> [BRIEF]:
Across these entries, how many lines contain the word "main"? Answer with only the number.

> [Stored items]:
____________________

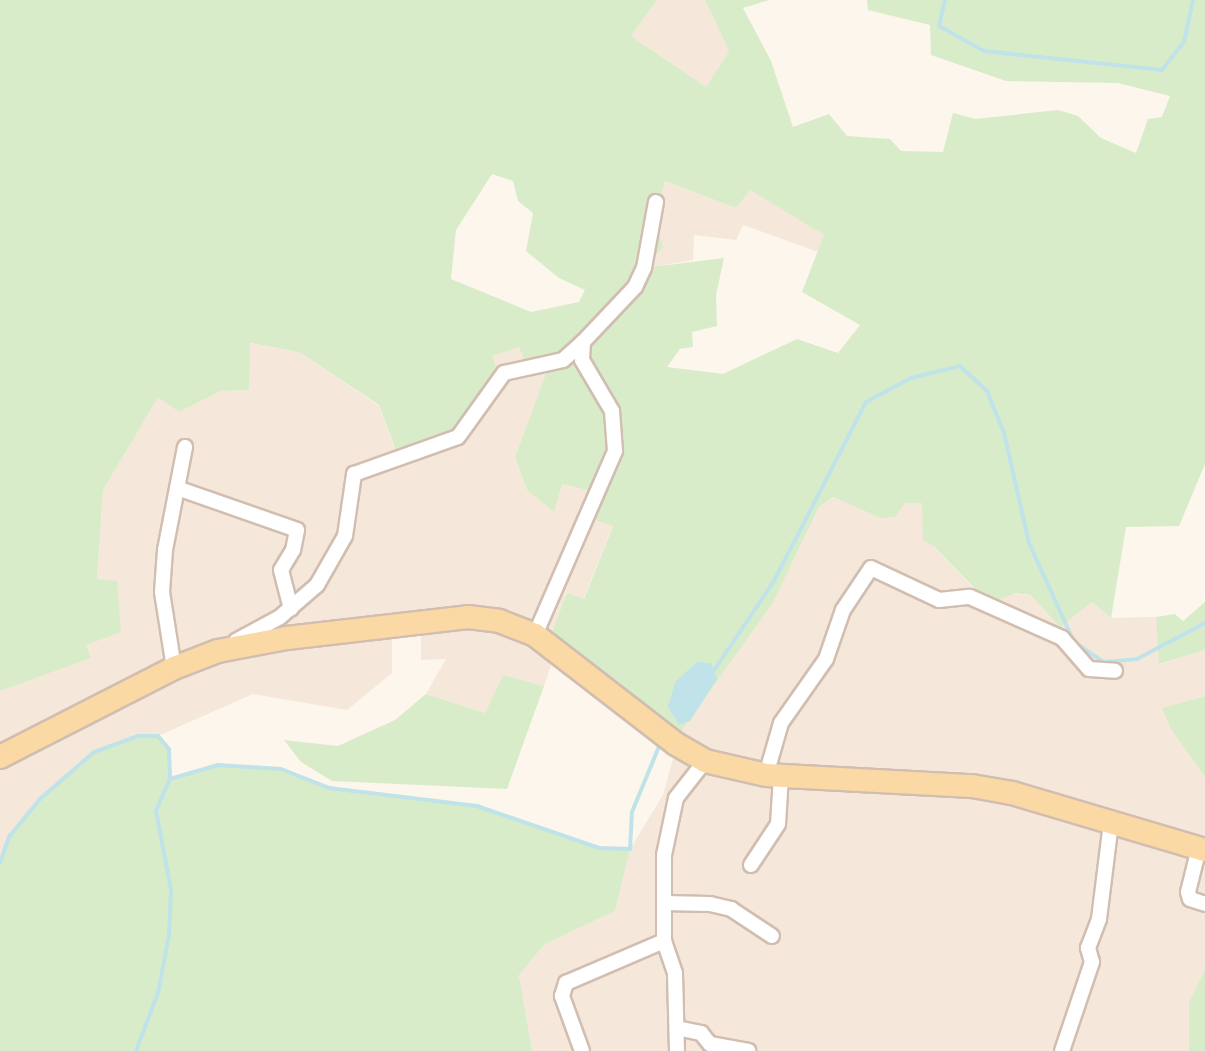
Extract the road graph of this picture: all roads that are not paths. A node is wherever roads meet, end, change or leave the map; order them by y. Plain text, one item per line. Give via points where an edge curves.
1 (656, 202) dead end
2 (582, 342) junction
3 (186, 447) dead end
4 (177, 488) junction
5 (291, 609) junction
6 (535, 635) junction
7 (218, 652) junction
8 (174, 668) junction
9 (1115, 670) dead end
10 (0, 757) edge
11 (705, 760) junction
12 (774, 775) junction
13 (1111, 822) junction
14 (1202, 849) edge
15 (751, 865) dead end
16 (664, 903) junction
17 (1205, 904) edge
18 (772, 936) dead end
19 (664, 941) junction
20 (678, 1028) junction
21 (582, 1051) edge
22 (677, 1051) edge
23 (748, 1051) edge
24 (1062, 1051) edge

1 - 2 street via 634,288
2 - 5 street via 564,360 504,373 458,437 354,474 340,545 317,584
2 - 6 street via 582,360 612,411 615,452
3 - 4 street
4 - 5 street via 297,530 281,570
4 - 8 street via 162,592
5 - 7 street
6 - 7 main road via 468,617
6 - 11 main road
7 - 8 main road
8 - 10 main road
9 - 12 street via 1088,668 1062,638 970,597 939,600 871,568 843,610 826,660 781,724
11 - 12 main road
11 - 16 street via 670,811
12 - 13 main road via 972,786
12 - 15 street via 778,824
13 - 14 main road
13 - 24 street via 1088,948 1092,962
14 - 17 street via 1188,892
16 - 18 street via 731,910
16 - 19 street
19 - 20 street
19 - 21 street via 566,983 562,996
20 - 22 street
20 - 23 street via 701,1032 710,1044

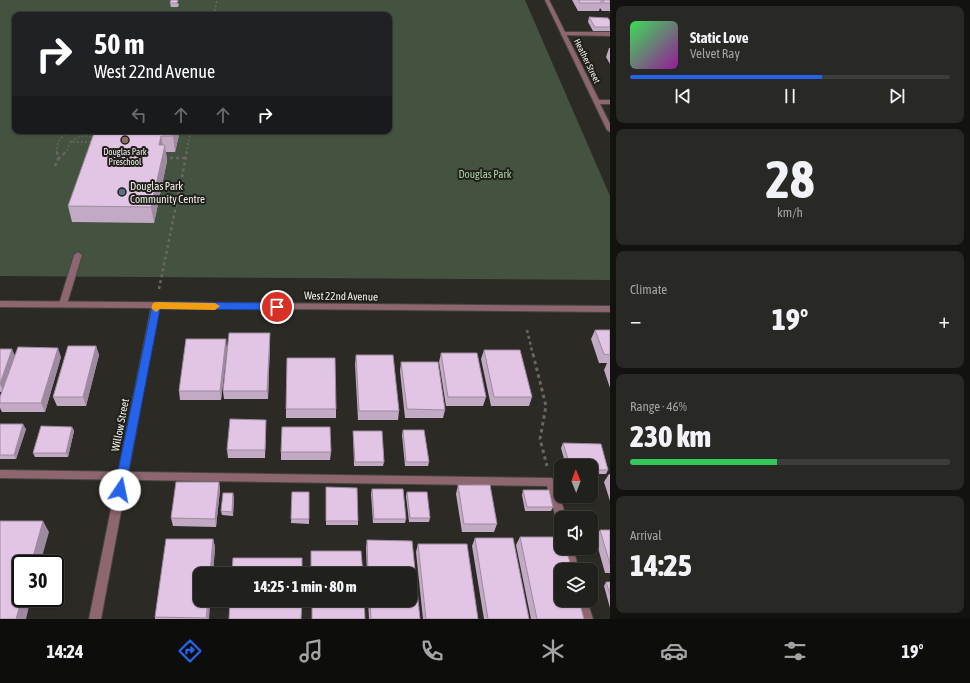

____________________

> [RESPONSE]:
7